Critiques of Israel can be divided into several categories. The most important are:

1. Legitimate Criticism - Critiques of Israeli policy that do not question Israel's right to exist, and do not attribute the existence of Israel or its success to a Jewish cabal. These are not anti-Zionist, and are not anti-Semitic. For example, it should possible to debate whether or not Israel should leave the West Bank and Gaza without being called an anti-Semite or a traitor or a "Fascist," as long as the debate does not involve extraneous issues. Similarly it should be possible to debate the wisdom of IDF policy at check points or the need for the security fence.

2. Non-legitimate Criticism - Critiques of Israeli policy that hold Israel to higher standards than others may or may not be legitimate.
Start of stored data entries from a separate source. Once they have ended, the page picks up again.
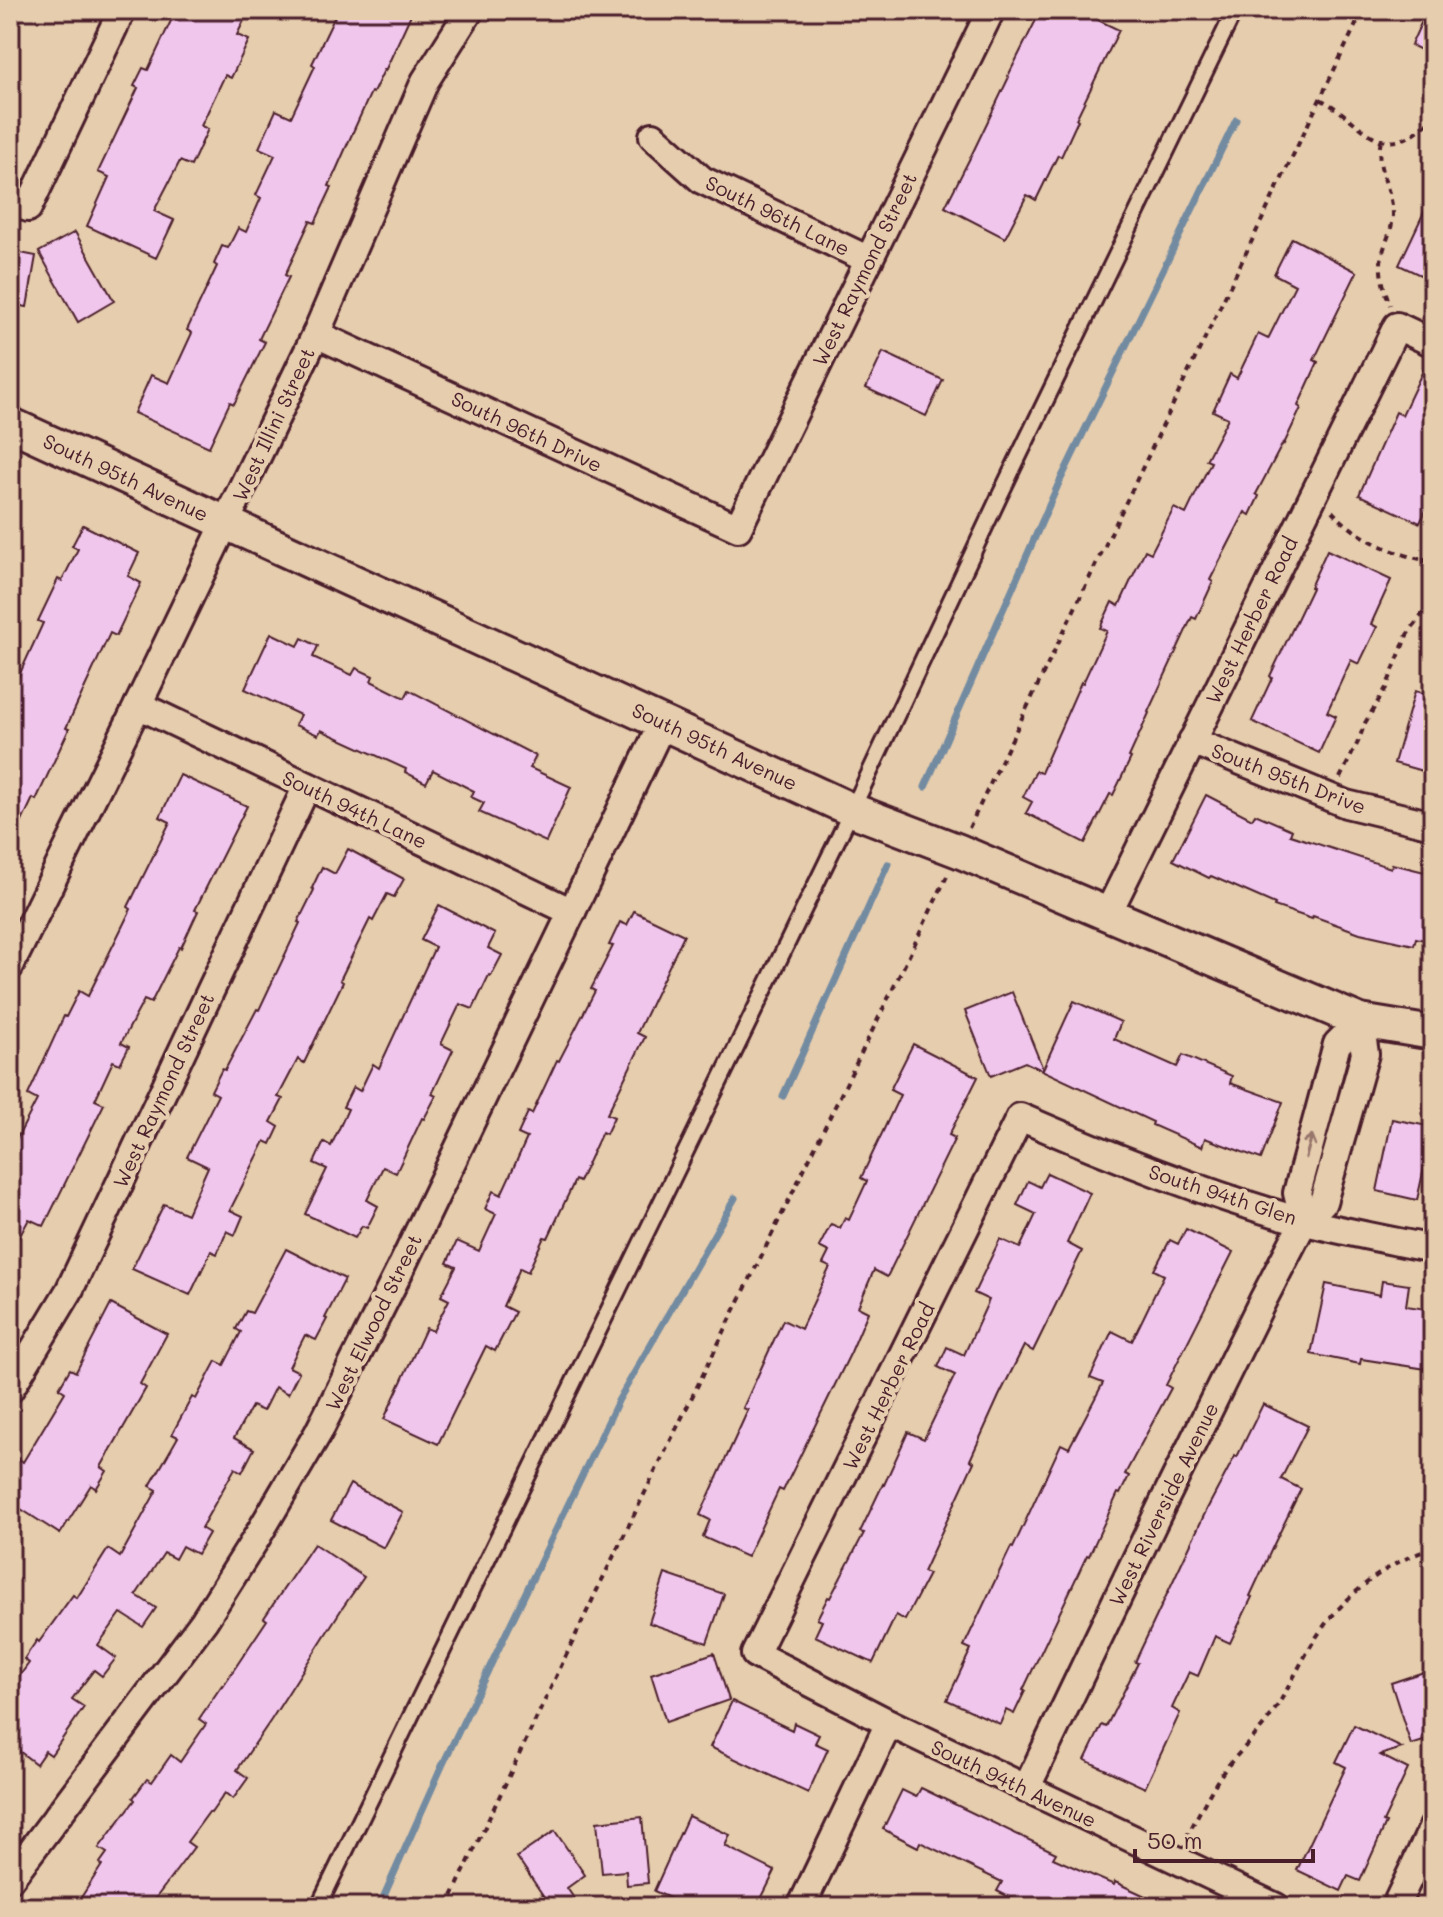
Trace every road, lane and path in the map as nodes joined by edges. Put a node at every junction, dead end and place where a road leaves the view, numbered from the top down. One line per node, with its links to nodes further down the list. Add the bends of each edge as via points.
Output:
1 (122, 10): 10 (street)
2 (470, 10): 13 (street, West Illini Street, via 425,81)
3 (991, 10): 11 (street, West Raymond Street)
4 (1235, 10): 28 (lane)
5 (1363, 10): 6 (path)
6 (1320, 99): 9 (path); 30 (path)
7 (1433, 117): 9 (path, via 1417,134)
8 (653, 136): 11 (street, South 96th Lane, via 702,180)
9 (1381, 141): 12 (path, via 1380,169 1393,215 1382,276)
10 (19, 204)
11 (869, 260): 18 (street, West Raymond Street)
12 (1397, 326): 14 (street); 16 (street, West Herber Road)
13 (316, 334): 17 (street, West Illini Street); 18 (street, South 96th Drive)
14 (1433, 343)
15 (10, 424): 17 (street, South 95th Avenue)
16 (1311, 500): 20 (path, via 1372,542); 25 (street, West Herber Road)
17 (226, 523): 23 (street, West Illini Street); 24 (street, South 95th Avenue)
18 (738, 528)
19 (1433, 549): 20 (path)
20 (1424, 560): 21 (path)
21 (1433, 573)
22 (1433, 591): 27 (path)
23 (138, 705): 26 (street, South 94th Lane); 33 (street, West Illini Street)
24 (663, 722): 28 (street, South 95th Avenue); 31 (street, West Elwood Street)
25 (1192, 741): 27 (street, South 95th Drive); 32 (street, West Herber Road)
26 (307, 786): 31 (street, South 94th Lane); 39 (street, West Raymond Street, via 69,1291)
27 (1331, 798): 29 (street, South 95th Drive)
28 (852, 810): 30 (street, South 95th Avenue); 47 (lane)
29 (1433, 825)
30 (959, 851): 32 (street, South 95th Avenue); 48 (path)
31 (572, 912): 46 (street, West Elwood Street, via 318,1433 204,1621)
32 (1107, 915): 34 (street, South 95th Avenue)
33 (10, 966)
34 (1360, 1021): 35 (street, South 95th Avenue); 37 (street, one-way to 34, via 1297,1193 1337,1044)
35 (1433, 1033)
36 (1020, 1117): 37 (street, South 94th Glen, via 1176,1181); 41 (street, West Herber Road)
37 (1304, 1221): 38 (street, South 94th Glen); 43 (street, West Riverside Avenue)
38 (1433, 1249)
39 (10, 1389)
40 (1433, 1549): 45 (path, via 1387,1569 1351,1596 1324,1626 1273,1713 1212,1790)
41 (755, 1654): 42 (street, South 94th Avenue)
42 (889, 1723): 43 (street, South 94th Avenue); 49 (street)
43 (1026, 1789): 45 (street, South 94th Avenue)
44 (1433, 1827): 51 (street)
45 (1176, 1860): 50 (street, South 94th Avenue)
46 (10, 1879)
47 (318, 1907)
48 (447, 1907)
49 (801, 1907)
50 (1276, 1907)
51 (1395, 1907)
In the same way, there are many who criticize US policies but ignore violations of human rights by European countries or African and Asian countries. That may be illogical and wrong, but it is not anti-Semitic if Israel is not singled out, alone among all nations.
Not along ago, Phylis Chesler published a book on "The New Anti-Semitism." Part of her thesis seems to be that the double standard is intrinsically anti-Semitic:

What's new is that this hatred has, incredibly, been embraced and romanticized by Western liberals, public intellectuals, Nobel Prize winners, all manner of so-called progressives and activists and, to a great extent, by the presumably objective media. The educated elites claim that they do not in fact hate Jews. How can they — the noblest among the "politically correct" — be racists? They loathe racism — except, of course, where Jews are concerned.

What's new is that Jew-hatred (disguised as anti-Zionism) has itself become "politically correct" among these so-called intellectuals. They have one standard for Israel: an impossibly high one. Meanwhile, they set a much lower standard for every other country, even for nations in which tyranny, torture, honor killings, genocide, and every other human rights abuse go unchallenged.

We would have to agree with this idea if indeed these intellectuals singled out Israel, but in fact, they usually make the same sort of discriminatory criticisms of the United States and Britain.

3. Critique of policy that lapses into anti-Zionism - If someone says that the settlements in the West Bank are immoral and then says that the West Bank settlements are the same as Zionist settlement of Palestine and land purchases in the 1920s then the criticism has lapsed into anti-Zionism because, obviously, one has to allow the legitimacy of at least some Jewish settlement at some time if you allow the legitimacy of Zionism. Anti-Zionism is not necessarily anti-Semitic in intent, especially since there are anti-Zionist Jews, but it is anti-Semitic in principle, because it insists that Jews do not have the same rights as other peoples. This is more or less the logic behind John L Strawson's conclusion that anti-Zionism generally amounts to anti-Semitism even if they are not identical:

While there are honorable Anti-Zionist positions they are few. On the whole Ant-Zionism is close to, or a mask for, Anti-Semitism.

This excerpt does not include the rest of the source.